I'll See You Again...... xXDamnationXx

Mello and Matt are two characters that are so important to me. So, I always wanted to write a touching story about the two of them. With this, I think I did create a definition of how much they really did love and care for each other.

I thought I was going to die right there in the driver’s seat of the delivery truck. Sitting there driving, I heard the news.
“A man driving a sports car, seemingly against the Kira movement, got shot down by a group of Kira supremacists.”

My very heart skipped a beat, I knew it.
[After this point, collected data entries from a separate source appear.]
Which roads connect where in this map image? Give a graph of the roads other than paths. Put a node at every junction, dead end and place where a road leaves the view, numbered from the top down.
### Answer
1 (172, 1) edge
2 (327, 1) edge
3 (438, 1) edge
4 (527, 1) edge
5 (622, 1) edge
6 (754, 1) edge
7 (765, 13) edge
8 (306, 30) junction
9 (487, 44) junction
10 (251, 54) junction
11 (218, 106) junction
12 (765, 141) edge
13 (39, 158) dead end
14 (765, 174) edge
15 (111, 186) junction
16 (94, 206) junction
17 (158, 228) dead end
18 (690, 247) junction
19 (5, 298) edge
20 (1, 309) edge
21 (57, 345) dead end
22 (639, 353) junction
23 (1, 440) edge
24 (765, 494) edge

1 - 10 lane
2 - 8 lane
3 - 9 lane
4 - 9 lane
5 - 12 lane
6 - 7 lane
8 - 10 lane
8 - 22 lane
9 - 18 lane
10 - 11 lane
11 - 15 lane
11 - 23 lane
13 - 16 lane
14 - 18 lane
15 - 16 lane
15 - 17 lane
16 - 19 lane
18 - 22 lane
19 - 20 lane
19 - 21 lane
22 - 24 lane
I could feel as the color drained out of my face, and my skin feel cold and numb. I thought that my body was going to go into shock, and I felt slightly dizzy.
“We doubt that the man has survived…”
May not have survived. In the back of my head I had a slight feeling that this was going to happen. Why did it come to such a surprise? Because I loved that man…I always have. Matt died…my Matt.

The reality of the situation hit me, like getting punched in the stomach by surprise. That’s the only way to describe it. I hated it. That hit of reality was the last break. My eyes started to water, I started to sob hopelessly. Controlling my emotions was impossible. The tears wouldn’t stop streaming down my face as the thought of Matt dying was…excruciating.
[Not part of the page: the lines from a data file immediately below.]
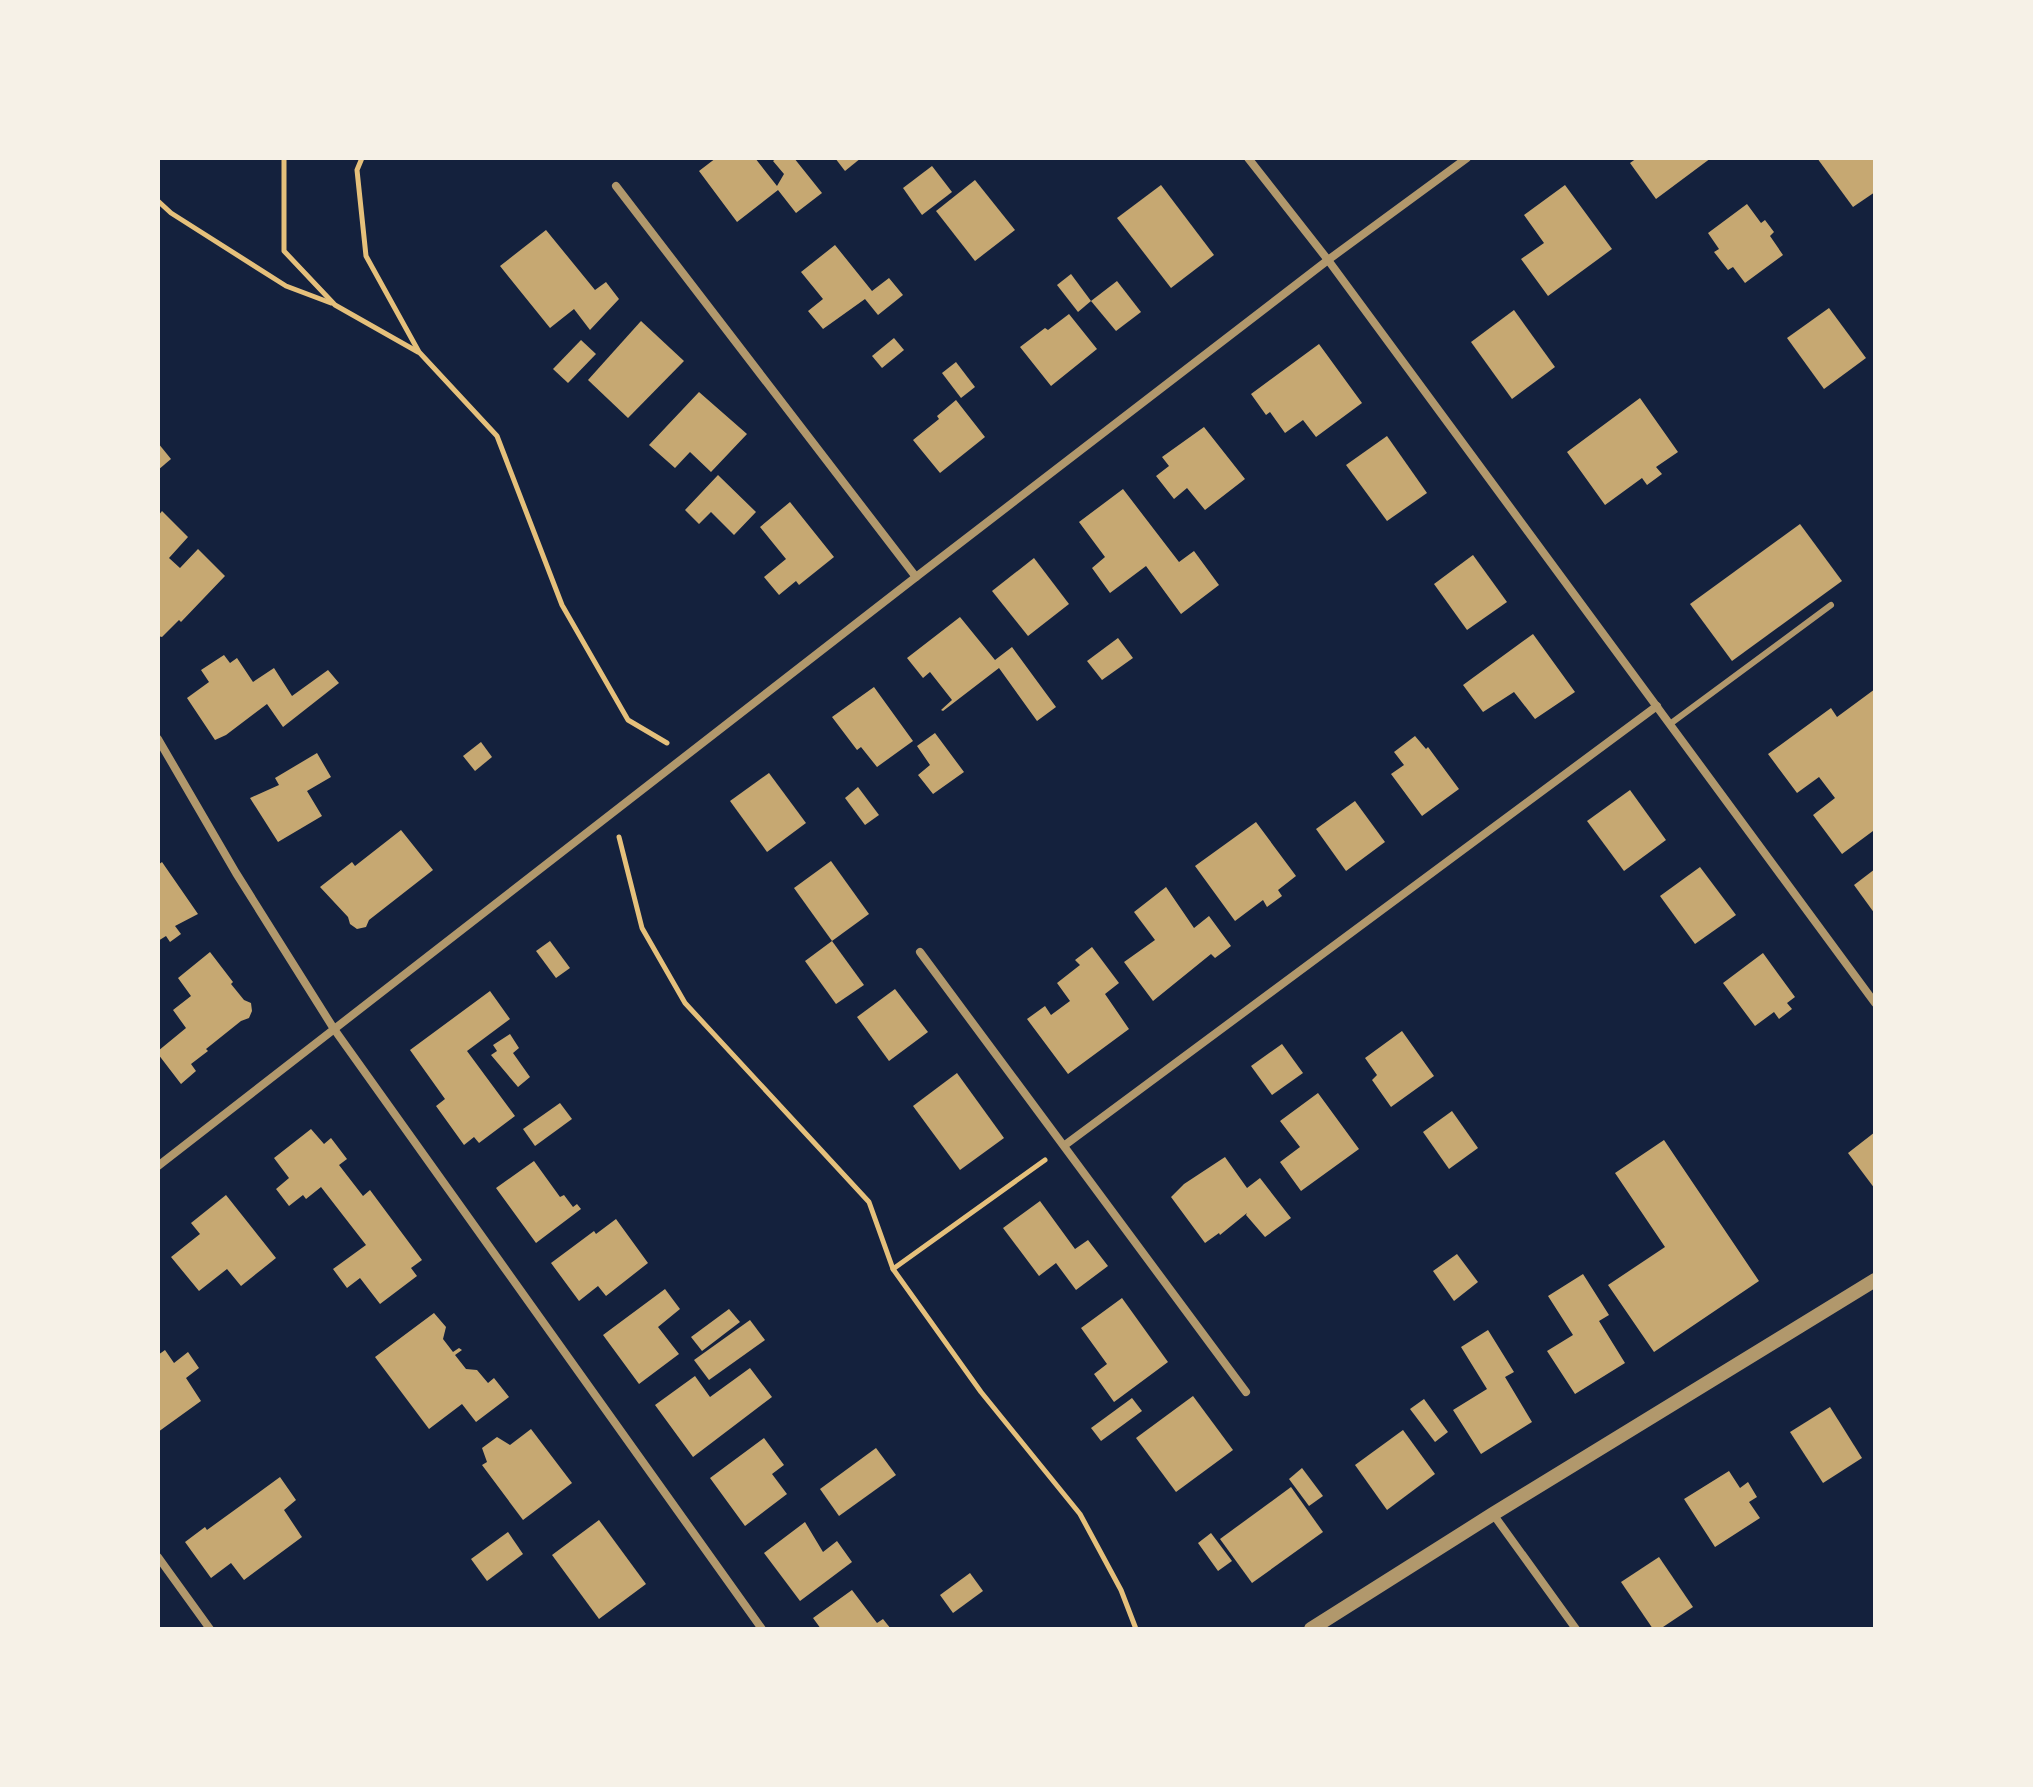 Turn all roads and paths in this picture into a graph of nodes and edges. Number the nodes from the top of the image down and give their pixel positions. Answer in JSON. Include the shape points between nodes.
{"nodes":[{"id":1,"x":284,"y":158,"type":"edge"},
{"id":2,"x":362,"y":158,"type":"edge"},
{"id":3,"x":1248,"y":158,"type":"edge"},
{"id":4,"x":1467,"y":158,"type":"edge"},
{"id":5,"x":616,"y":186,"type":"dead end"},
{"id":6,"x":158,"y":201,"type":"edge"},
{"id":7,"x":1328,"y":260,"type":"junction"},
{"id":8,"x":335,"y":305,"type":"junction"},
{"id":9,"x":419,"y":352,"type":"junction"},
{"id":10,"x":916,"y":577,"type":"junction"},
{"id":11,"x":1831,"y":605,"type":"dead end"},
{"id":12,"x":1657,"y":706,"type":"junction"},
{"id":13,"x":1670,"y":724,"type":"junction"},
{"id":14,"x":158,"y":739,"type":"edge"},
{"id":15,"x":688,"y":756,"type":"junction"},
{"id":16,"x":614,"y":814,"type":"junction"},
{"id":17,"x":920,"y":952,"type":"dead end"},
{"id":18,"x":1875,"y":1003,"type":"edge"},
{"id":19,"x":334,"y":1029,"type":"junction"},
{"id":20,"x":1065,"y":1145,"type":"junction"},
{"id":21,"x":158,"y":1166,"type":"edge"},
{"id":22,"x":893,"y":1269,"type":"junction"},
{"id":23,"x":1875,"y":1280,"type":"edge"},
{"id":24,"x":1246,"y":1392,"type":"dead end"},
{"id":25,"x":1493,"y":1514,"type":"junction"},
{"id":26,"x":158,"y":1557,"type":"edge"},
{"id":27,"x":210,"y":1629,"type":"edge"},
{"id":28,"x":762,"y":1629,"type":"edge"},
{"id":29,"x":1136,"y":1629,"type":"edge"},
{"id":30,"x":1311,"y":1629,"type":"edge"},
{"id":31,"x":1576,"y":1629,"type":"edge"}],
"edges":[{"from":1,"to":8,"type":"path","via":[[284,251]]},
{"from":2,"to":9,"type":"path","via":[[357,170],[366,256]]},
{"from":3,"to":7,"type":"street"},
{"from":4,"to":7,"type":"street"},
{"from":5,"to":10,"type":"street"},
{"from":6,"to":8,"type":"path","via":[[286,286]]},
{"from":7,"to":10,"type":"street"},
{"from":7,"to":12,"type":"street"},
{"from":8,"to":9,"type":"path"},
{"from":9,"to":15,"type":"path","via":[[497,436],[562,605],[628,720]]},
{"from":10,"to":15,"type":"street"},
{"from":11,"to":13,"type":"lane"},
{"from":12,"to":13,"type":"street"},
{"from":12,"to":20,"type":"street"},
{"from":13,"to":18,"type":"street"},
{"from":14,"to":19,"type":"street"},
{"from":15,"to":16,"type":"street"},
{"from":16,"to":19,"type":"street"},
{"from":16,"to":22,"type":"path","via":[[642,928],[685,1003],[869,1202]]},
{"from":17,"to":20,"type":"street"},
{"from":19,"to":21,"type":"street"},
{"from":19,"to":28,"type":"street"},
{"from":20,"to":22,"type":"path"},
{"from":20,"to":24,"type":"street"},
{"from":22,"to":29,"type":"path","via":[[981,1392],[1080,1514]]},
{"from":23,"to":25,"type":"street"},
{"from":25,"to":30,"type":"street"},
{"from":25,"to":31,"type":"street"},
{"from":26,"to":27,"type":"street"}]}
Part of me died then. I had lost my one and only friend, the one who changed my life, and the one I loved dearly with all my heart. Ever since I met him for the very first time at Whammy’s House and began to get involved with him, I dreaded this day for all my life. It was my greatest fear. Still, I couldn’t convince myself to believe what had happened, it was too traumatic. The person in this world that actually cared about me and told me that he loved me…leaving me, left a huge empty space within my heart.

Trying to catch my breath proved difficult, for I was hyperventilating from the initial shock. I still couldn’t begin to control my tears as they continued to race down my face. I bit on my lip to try to stop the trembling that now occurred throughout my body.

That night before, I remembered telling him about what I planned on doing. He said that there was no way that I could count him out of it. Matt assured me that he would follow where ever I would go, and that I wouldn’t be alone anymore. I didn’t want him to get hurt in helping me on my plan on hopefully “helping” L and bringing down Kira. He was Matt…of course he didn’t listen. If only I could see his face right now…

I couldn’t help but let my mind remember the first day I met him, and the life-changing impact he made on me.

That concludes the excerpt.